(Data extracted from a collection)
[Start of section]

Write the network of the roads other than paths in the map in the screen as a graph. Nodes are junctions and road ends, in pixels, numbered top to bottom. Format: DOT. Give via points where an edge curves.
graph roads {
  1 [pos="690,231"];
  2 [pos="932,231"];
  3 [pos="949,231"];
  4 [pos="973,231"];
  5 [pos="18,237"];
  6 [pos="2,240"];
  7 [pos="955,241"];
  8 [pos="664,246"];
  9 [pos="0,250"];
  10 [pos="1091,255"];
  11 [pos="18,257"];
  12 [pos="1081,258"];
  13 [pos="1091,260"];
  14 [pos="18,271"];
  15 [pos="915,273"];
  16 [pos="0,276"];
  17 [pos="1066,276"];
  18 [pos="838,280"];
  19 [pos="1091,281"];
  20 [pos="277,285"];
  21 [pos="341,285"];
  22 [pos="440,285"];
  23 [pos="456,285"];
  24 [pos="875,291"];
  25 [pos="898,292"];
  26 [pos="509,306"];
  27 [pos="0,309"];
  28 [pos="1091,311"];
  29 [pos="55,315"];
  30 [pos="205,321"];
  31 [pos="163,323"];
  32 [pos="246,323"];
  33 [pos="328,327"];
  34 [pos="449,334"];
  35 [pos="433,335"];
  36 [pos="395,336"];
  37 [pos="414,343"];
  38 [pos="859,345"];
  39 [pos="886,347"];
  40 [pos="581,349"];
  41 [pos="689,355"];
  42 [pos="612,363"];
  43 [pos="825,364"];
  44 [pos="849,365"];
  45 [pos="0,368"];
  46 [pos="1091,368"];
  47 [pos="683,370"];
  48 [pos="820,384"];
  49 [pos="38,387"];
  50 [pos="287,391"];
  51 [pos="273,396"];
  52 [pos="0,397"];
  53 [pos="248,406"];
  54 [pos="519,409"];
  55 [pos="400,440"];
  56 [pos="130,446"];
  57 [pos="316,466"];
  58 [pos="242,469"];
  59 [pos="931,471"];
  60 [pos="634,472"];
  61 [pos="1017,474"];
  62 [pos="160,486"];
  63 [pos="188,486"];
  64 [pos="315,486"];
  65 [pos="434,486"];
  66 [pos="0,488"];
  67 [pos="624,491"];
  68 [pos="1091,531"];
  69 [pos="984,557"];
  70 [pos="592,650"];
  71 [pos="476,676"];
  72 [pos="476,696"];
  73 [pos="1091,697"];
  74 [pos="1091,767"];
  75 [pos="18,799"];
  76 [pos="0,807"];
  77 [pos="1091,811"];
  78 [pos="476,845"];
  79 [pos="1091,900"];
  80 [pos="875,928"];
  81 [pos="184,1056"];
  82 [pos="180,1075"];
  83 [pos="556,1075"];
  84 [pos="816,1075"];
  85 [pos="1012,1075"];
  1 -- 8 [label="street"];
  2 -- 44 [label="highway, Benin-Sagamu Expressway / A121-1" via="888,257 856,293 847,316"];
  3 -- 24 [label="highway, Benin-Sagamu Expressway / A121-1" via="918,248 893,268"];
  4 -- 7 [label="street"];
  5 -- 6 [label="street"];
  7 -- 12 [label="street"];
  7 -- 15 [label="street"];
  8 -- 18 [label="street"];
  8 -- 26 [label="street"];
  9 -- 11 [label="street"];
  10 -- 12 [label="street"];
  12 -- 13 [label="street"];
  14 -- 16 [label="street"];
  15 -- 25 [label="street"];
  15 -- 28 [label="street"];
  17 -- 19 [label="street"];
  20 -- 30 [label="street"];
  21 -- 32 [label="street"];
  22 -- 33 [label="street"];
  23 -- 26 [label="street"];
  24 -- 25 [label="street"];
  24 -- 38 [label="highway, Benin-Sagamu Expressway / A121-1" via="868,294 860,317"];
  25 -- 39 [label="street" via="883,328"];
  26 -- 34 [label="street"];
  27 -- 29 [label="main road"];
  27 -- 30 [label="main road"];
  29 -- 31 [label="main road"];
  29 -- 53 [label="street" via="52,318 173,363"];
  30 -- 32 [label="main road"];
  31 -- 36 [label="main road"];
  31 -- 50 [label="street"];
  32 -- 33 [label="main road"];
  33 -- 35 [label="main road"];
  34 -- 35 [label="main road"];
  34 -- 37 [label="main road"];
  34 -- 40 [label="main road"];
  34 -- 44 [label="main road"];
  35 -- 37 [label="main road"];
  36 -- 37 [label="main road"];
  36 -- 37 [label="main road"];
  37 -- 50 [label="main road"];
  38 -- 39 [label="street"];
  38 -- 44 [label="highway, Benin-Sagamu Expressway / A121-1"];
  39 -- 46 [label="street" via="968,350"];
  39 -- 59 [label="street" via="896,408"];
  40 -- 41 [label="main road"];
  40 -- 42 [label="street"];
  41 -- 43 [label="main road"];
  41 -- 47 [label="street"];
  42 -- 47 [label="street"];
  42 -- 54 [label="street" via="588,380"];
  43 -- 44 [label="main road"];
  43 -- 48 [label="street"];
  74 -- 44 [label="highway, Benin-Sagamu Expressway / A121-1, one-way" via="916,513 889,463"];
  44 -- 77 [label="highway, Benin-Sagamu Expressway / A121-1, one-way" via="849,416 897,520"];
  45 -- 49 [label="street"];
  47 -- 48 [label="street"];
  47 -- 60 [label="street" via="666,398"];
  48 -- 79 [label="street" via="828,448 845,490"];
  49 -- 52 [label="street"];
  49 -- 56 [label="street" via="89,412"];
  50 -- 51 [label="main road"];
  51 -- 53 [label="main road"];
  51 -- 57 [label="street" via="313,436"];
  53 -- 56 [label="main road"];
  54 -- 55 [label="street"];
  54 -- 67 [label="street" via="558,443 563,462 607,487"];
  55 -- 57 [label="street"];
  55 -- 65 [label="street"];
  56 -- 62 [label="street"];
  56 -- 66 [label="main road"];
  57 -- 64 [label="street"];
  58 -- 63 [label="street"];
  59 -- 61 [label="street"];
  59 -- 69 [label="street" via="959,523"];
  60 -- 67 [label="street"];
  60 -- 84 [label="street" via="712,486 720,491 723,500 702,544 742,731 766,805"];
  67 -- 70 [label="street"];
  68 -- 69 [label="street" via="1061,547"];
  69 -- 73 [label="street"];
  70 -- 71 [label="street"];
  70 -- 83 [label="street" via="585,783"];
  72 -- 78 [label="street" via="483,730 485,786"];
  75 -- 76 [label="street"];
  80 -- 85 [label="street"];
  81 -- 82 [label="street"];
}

[End of section]

Search the records above for the word "roads" and give the number of lines where it occurs, nothing else.

2